What to work on: Each record should be reproduced exactly.

[Opening Dataset section]

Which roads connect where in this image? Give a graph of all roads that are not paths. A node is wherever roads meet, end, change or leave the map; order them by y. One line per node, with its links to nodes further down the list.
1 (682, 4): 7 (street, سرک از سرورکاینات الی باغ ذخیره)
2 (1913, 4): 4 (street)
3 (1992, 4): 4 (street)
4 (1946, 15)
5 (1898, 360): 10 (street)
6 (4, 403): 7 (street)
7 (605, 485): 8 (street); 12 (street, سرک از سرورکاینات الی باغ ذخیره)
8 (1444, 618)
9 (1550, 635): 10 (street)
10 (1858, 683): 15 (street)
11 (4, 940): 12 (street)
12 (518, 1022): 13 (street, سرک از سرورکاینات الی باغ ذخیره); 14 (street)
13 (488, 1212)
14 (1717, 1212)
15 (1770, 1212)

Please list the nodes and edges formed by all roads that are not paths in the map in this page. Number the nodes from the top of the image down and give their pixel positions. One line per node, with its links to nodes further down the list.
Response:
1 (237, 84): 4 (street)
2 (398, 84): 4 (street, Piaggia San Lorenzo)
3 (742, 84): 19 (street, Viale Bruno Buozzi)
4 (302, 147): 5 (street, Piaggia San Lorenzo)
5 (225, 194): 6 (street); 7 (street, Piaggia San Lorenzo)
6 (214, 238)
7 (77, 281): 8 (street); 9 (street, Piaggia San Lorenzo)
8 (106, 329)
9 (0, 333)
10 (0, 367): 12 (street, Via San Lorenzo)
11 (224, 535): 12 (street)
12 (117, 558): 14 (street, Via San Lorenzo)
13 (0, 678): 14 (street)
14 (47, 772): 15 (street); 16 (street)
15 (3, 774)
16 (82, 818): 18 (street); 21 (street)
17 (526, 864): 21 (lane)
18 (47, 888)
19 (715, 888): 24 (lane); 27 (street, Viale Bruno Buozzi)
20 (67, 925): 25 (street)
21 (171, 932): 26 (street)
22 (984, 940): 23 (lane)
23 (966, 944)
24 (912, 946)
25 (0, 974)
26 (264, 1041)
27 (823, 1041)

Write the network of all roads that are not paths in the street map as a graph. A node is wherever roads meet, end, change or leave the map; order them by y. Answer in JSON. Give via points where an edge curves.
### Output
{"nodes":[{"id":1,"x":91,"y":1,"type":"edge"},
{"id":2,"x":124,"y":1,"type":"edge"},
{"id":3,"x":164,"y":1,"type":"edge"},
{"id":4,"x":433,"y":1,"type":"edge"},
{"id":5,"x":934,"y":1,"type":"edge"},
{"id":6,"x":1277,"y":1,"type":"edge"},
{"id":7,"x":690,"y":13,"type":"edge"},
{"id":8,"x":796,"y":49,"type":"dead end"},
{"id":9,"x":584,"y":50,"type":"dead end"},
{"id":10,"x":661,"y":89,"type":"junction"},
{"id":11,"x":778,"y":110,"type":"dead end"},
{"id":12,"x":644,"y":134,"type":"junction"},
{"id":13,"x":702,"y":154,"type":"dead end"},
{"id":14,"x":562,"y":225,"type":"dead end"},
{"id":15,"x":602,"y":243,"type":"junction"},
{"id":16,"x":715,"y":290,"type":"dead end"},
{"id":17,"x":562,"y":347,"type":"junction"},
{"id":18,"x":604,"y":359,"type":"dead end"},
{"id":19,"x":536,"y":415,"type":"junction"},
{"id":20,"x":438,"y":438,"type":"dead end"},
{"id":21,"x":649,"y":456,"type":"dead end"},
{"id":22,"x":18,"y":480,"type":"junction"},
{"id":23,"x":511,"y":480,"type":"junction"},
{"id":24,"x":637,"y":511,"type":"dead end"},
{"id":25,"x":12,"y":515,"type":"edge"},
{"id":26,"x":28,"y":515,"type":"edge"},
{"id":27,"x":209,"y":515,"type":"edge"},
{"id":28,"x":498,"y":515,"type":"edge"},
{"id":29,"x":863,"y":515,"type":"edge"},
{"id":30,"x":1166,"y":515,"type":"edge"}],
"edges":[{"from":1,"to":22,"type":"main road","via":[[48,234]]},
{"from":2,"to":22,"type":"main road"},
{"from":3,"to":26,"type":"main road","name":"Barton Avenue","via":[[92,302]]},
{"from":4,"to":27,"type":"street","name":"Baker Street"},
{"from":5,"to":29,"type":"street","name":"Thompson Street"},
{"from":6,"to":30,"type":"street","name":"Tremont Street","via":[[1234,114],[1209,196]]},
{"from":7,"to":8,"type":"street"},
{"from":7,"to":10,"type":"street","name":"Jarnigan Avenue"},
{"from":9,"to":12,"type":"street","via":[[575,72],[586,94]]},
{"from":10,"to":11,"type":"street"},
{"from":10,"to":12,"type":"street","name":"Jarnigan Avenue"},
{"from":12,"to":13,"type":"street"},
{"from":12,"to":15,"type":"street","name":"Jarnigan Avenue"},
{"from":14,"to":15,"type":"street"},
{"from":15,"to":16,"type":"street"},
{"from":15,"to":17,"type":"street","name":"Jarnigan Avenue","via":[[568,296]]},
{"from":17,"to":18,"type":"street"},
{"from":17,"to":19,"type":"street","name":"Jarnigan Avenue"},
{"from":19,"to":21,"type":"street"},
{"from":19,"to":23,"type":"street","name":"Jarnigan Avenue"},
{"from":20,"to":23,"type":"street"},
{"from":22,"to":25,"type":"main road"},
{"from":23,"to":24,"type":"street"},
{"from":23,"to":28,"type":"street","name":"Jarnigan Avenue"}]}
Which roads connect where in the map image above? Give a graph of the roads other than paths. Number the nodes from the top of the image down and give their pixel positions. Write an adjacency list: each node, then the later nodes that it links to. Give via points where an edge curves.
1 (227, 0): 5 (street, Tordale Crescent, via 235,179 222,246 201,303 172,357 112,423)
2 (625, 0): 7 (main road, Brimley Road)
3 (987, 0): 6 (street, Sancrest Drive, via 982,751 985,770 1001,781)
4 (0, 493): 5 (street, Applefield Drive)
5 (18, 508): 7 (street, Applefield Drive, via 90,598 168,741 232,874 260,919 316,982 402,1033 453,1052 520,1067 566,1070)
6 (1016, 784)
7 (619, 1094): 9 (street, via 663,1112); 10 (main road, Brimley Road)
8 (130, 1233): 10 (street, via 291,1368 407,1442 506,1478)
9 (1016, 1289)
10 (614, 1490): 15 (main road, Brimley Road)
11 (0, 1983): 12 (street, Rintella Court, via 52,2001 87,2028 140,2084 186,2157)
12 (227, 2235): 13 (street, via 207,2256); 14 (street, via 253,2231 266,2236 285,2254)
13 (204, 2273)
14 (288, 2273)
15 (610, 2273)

[Closing Dataset section]

Solution for this exercise:
Which roads connect where in this image? Give a graph of all roads that are not paths. A node is wherever roads meet, end, change or leave the map; order them by y. One line per node, with its links to nodes further down the list.
1 (682, 4): 7 (street, سرک از سرورکاینات الی باغ ذخیره)
2 (1913, 4): 4 (street)
3 (1992, 4): 4 (street)
4 (1946, 15)
5 (1898, 360): 10 (street)
6 (4, 403): 7 (street)
7 (605, 485): 8 (street); 12 (street, سرک از سرورکاینات الی باغ ذخیره)
8 (1444, 618)
9 (1550, 635): 10 (street)
10 (1858, 683): 15 (street)
11 (4, 940): 12 (street)
12 (518, 1022): 13 (street, سرک از سرورکاینات الی باغ ذخیره); 14 (street)
13 (488, 1212)
14 (1717, 1212)
15 (1770, 1212)

Please list the nodes and edges formed by all roads that are not paths in the map in this page. Number the nodes from the top of the image down and give their pixel positions. One line per node, with its links to nodes further down the list.
Response:
1 (237, 84): 4 (street)
2 (398, 84): 4 (street, Piaggia San Lorenzo)
3 (742, 84): 19 (street, Viale Bruno Buozzi)
4 (302, 147): 5 (street, Piaggia San Lorenzo)
5 (225, 194): 6 (street); 7 (street, Piaggia San Lorenzo)
6 (214, 238)
7 (77, 281): 8 (street); 9 (street, Piaggia San Lorenzo)
8 (106, 329)
9 (0, 333)
10 (0, 367): 12 (street, Via San Lorenzo)
11 (224, 535): 12 (street)
12 (117, 558): 14 (street, Via San Lorenzo)
13 (0, 678): 14 (street)
14 (47, 772): 15 (street); 16 (street)
15 (3, 774)
16 (82, 818): 18 (street); 21 (street)
17 (526, 864): 21 (lane)
18 (47, 888)
19 (715, 888): 24 (lane); 27 (street, Viale Bruno Buozzi)
20 (67, 925): 25 (street)
21 (171, 932): 26 (street)
22 (984, 940): 23 (lane)
23 (966, 944)
24 (912, 946)
25 (0, 974)
26 (264, 1041)
27 (823, 1041)

Write the network of all roads that are not paths in the street map as a graph. A node is wherever roads meet, end, change or leave the map; order them by y. Answer in JSON. Give via points where an edge curves.
### Output
{"nodes":[{"id":1,"x":91,"y":1,"type":"edge"},
{"id":2,"x":124,"y":1,"type":"edge"},
{"id":3,"x":164,"y":1,"type":"edge"},
{"id":4,"x":433,"y":1,"type":"edge"},
{"id":5,"x":934,"y":1,"type":"edge"},
{"id":6,"x":1277,"y":1,"type":"edge"},
{"id":7,"x":690,"y":13,"type":"edge"},
{"id":8,"x":796,"y":49,"type":"dead end"},
{"id":9,"x":584,"y":50,"type":"dead end"},
{"id":10,"x":661,"y":89,"type":"junction"},
{"id":11,"x":778,"y":110,"type":"dead end"},
{"id":12,"x":644,"y":134,"type":"junction"},
{"id":13,"x":702,"y":154,"type":"dead end"},
{"id":14,"x":562,"y":225,"type":"dead end"},
{"id":15,"x":602,"y":243,"type":"junction"},
{"id":16,"x":715,"y":290,"type":"dead end"},
{"id":17,"x":562,"y":347,"type":"junction"},
{"id":18,"x":604,"y":359,"type":"dead end"},
{"id":19,"x":536,"y":415,"type":"junction"},
{"id":20,"x":438,"y":438,"type":"dead end"},
{"id":21,"x":649,"y":456,"type":"dead end"},
{"id":22,"x":18,"y":480,"type":"junction"},
{"id":23,"x":511,"y":480,"type":"junction"},
{"id":24,"x":637,"y":511,"type":"dead end"},
{"id":25,"x":12,"y":515,"type":"edge"},
{"id":26,"x":28,"y":515,"type":"edge"},
{"id":27,"x":209,"y":515,"type":"edge"},
{"id":28,"x":498,"y":515,"type":"edge"},
{"id":29,"x":863,"y":515,"type":"edge"},
{"id":30,"x":1166,"y":515,"type":"edge"}],
"edges":[{"from":1,"to":22,"type":"main road","via":[[48,234]]},
{"from":2,"to":22,"type":"main road"},
{"from":3,"to":26,"type":"main road","name":"Barton Avenue","via":[[92,302]]},
{"from":4,"to":27,"type":"street","name":"Baker Street"},
{"from":5,"to":29,"type":"street","name":"Thompson Street"},
{"from":6,"to":30,"type":"street","name":"Tremont Street","via":[[1234,114],[1209,196]]},
{"from":7,"to":8,"type":"street"},
{"from":7,"to":10,"type":"street","name":"Jarnigan Avenue"},
{"from":9,"to":12,"type":"street","via":[[575,72],[586,94]]},
{"from":10,"to":11,"type":"street"},
{"from":10,"to":12,"type":"street","name":"Jarnigan Avenue"},
{"from":12,"to":13,"type":"street"},
{"from":12,"to":15,"type":"street","name":"Jarnigan Avenue"},
{"from":14,"to":15,"type":"street"},
{"from":15,"to":16,"type":"street"},
{"from":15,"to":17,"type":"street","name":"Jarnigan Avenue","via":[[568,296]]},
{"from":17,"to":18,"type":"street"},
{"from":17,"to":19,"type":"street","name":"Jarnigan Avenue"},
{"from":19,"to":21,"type":"street"},
{"from":19,"to":23,"type":"street","name":"Jarnigan Avenue"},
{"from":20,"to":23,"type":"street"},
{"from":22,"to":25,"type":"main road"},
{"from":23,"to":24,"type":"street"},
{"from":23,"to":28,"type":"street","name":"Jarnigan Avenue"}]}
Which roads connect where in the map image above? Give a graph of the roads other than paths. Number the nodes from the top of the image down and give their pixel positions. Write an adjacency list: each node, then the later nodes that it links to. Give via points where an edge curves.
1 (227, 0): 5 (street, Tordale Crescent, via 235,179 222,246 201,303 172,357 112,423)
2 (625, 0): 7 (main road, Brimley Road)
3 (987, 0): 6 (street, Sancrest Drive, via 982,751 985,770 1001,781)
4 (0, 493): 5 (street, Applefield Drive)
5 (18, 508): 7 (street, Applefield Drive, via 90,598 168,741 232,874 260,919 316,982 402,1033 453,1052 520,1067 566,1070)
6 (1016, 784)
7 (619, 1094): 9 (street, via 663,1112); 10 (main road, Brimley Road)
8 (130, 1233): 10 (street, via 291,1368 407,1442 506,1478)
9 (1016, 1289)
10 (614, 1490): 15 (main road, Brimley Road)
11 (0, 1983): 12 (street, Rintella Court, via 52,2001 87,2028 140,2084 186,2157)
12 (227, 2235): 13 (street, via 207,2256); 14 (street, via 253,2231 266,2236 285,2254)
13 (204, 2273)
14 (288, 2273)
15 (610, 2273)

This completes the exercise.